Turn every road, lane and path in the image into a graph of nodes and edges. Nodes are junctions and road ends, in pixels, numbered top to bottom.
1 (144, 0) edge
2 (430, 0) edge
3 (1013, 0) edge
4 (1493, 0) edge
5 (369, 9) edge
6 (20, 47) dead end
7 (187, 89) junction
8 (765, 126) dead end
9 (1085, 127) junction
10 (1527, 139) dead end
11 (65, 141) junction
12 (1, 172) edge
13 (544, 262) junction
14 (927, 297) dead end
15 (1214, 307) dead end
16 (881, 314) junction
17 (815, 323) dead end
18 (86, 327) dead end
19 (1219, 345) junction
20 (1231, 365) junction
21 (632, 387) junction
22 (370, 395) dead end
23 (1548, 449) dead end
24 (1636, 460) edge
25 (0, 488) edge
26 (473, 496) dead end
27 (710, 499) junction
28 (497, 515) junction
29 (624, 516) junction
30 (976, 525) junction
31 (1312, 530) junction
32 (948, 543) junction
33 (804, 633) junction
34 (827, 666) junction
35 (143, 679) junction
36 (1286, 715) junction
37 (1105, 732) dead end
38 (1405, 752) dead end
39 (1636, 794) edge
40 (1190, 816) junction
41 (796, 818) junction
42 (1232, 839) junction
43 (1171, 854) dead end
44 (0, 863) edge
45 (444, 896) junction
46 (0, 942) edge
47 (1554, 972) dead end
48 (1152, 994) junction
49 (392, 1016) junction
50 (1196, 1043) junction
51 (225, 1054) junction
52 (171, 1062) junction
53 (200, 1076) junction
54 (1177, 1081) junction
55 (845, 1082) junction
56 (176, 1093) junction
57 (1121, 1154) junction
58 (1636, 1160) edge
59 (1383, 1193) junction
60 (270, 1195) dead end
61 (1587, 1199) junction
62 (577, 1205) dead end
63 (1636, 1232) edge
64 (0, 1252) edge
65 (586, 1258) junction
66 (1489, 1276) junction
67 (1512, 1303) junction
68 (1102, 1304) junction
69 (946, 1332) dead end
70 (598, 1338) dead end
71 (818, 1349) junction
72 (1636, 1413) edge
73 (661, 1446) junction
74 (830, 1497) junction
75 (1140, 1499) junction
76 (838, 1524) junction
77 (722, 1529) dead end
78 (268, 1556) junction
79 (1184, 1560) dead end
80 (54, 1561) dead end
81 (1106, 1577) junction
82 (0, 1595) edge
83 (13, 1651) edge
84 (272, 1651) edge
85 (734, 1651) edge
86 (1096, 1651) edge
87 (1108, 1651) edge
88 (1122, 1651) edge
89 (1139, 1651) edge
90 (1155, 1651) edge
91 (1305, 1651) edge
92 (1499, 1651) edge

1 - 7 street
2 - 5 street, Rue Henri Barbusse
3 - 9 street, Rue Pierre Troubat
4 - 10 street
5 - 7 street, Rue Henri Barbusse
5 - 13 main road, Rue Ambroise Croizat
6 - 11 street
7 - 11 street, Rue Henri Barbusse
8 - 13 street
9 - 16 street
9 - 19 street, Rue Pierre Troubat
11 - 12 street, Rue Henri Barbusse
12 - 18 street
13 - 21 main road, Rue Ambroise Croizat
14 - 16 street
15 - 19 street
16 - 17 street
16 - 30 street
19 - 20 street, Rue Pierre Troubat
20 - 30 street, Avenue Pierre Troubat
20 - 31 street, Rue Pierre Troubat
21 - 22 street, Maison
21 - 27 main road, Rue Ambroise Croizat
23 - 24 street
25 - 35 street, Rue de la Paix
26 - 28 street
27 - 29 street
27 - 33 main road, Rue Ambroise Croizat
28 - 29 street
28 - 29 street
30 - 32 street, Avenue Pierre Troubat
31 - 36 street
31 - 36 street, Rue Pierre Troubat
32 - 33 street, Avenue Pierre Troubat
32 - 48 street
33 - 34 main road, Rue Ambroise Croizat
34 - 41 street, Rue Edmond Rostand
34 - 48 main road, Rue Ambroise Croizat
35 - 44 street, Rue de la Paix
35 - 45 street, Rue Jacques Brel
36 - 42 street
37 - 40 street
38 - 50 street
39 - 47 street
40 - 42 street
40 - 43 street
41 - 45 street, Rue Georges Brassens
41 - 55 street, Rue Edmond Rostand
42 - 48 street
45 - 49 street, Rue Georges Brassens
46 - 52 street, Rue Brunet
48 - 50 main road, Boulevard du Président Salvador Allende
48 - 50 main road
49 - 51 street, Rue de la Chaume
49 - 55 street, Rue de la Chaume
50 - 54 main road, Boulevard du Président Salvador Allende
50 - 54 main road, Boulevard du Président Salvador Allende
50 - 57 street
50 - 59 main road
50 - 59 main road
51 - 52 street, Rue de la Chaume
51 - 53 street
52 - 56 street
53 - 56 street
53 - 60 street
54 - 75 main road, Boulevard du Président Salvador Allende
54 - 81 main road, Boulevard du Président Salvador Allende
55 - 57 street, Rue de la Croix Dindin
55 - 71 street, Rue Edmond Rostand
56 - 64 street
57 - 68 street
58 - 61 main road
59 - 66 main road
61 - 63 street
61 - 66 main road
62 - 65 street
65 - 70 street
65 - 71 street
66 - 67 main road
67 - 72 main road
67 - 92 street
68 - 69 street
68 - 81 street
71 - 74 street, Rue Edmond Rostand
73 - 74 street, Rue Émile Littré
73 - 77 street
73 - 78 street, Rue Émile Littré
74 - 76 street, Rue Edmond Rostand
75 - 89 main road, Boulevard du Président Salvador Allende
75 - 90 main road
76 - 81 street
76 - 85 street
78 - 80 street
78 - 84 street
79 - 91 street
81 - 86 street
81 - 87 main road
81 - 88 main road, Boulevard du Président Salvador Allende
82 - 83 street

**Exercise directions**.
Look through the entries above. Copy out every line holding the word "Chaume".

**Result of the task**.
49 - 51 street, Rue de la Chaume
49 - 55 street, Rue de la Chaume
51 - 52 street, Rue de la Chaume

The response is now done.